▶ [Your goal] If a line in the listing carries the word "lane", return a copy of that line.

▶ [Supplied material]
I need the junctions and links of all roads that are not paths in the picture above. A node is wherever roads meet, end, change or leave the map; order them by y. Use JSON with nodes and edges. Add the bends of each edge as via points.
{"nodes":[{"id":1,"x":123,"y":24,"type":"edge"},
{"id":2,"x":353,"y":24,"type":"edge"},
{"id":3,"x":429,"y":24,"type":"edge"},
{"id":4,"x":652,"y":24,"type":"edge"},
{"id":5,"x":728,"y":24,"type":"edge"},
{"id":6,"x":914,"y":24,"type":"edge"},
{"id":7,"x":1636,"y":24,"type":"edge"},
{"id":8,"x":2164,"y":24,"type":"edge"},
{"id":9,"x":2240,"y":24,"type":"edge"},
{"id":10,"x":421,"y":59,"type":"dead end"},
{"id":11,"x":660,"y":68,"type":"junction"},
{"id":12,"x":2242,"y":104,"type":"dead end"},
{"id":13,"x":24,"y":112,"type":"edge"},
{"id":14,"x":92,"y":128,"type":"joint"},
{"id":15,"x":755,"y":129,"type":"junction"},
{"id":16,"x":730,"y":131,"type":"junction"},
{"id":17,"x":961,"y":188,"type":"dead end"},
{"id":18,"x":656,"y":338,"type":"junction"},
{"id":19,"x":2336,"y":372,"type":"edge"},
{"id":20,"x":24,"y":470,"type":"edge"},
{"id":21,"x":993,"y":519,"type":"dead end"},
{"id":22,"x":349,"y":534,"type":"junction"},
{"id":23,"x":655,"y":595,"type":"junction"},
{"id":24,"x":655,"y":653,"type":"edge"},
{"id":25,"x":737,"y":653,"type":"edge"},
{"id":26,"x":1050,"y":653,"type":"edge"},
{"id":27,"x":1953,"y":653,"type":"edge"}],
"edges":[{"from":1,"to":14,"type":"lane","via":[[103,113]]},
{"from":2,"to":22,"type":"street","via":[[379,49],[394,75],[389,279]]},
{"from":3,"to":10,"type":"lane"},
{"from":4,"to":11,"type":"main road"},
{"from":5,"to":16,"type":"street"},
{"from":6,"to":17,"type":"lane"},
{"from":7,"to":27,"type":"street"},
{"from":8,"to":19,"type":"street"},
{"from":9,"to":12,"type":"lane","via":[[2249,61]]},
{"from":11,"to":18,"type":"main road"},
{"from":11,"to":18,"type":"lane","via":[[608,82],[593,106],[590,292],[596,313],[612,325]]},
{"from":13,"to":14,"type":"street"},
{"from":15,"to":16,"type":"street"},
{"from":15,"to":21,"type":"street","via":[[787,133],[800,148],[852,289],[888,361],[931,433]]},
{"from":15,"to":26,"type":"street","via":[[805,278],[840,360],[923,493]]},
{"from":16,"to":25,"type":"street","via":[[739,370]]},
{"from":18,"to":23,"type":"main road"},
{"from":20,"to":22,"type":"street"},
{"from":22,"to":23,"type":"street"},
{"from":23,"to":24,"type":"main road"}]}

▶ [Finished exercise]
"edges":[{"from":1,"to":14,"type":"lane","via":[[103,113]]},
{"from":3,"to":10,"type":"lane"},
{"from":6,"to":17,"type":"lane"},
{"from":9,"to":12,"type":"lane","via":[[2249,61]]},
{"from":11,"to":18,"type":"lane","via":[[608,82],[593,106],[590,292],[596,313],[612,325]]},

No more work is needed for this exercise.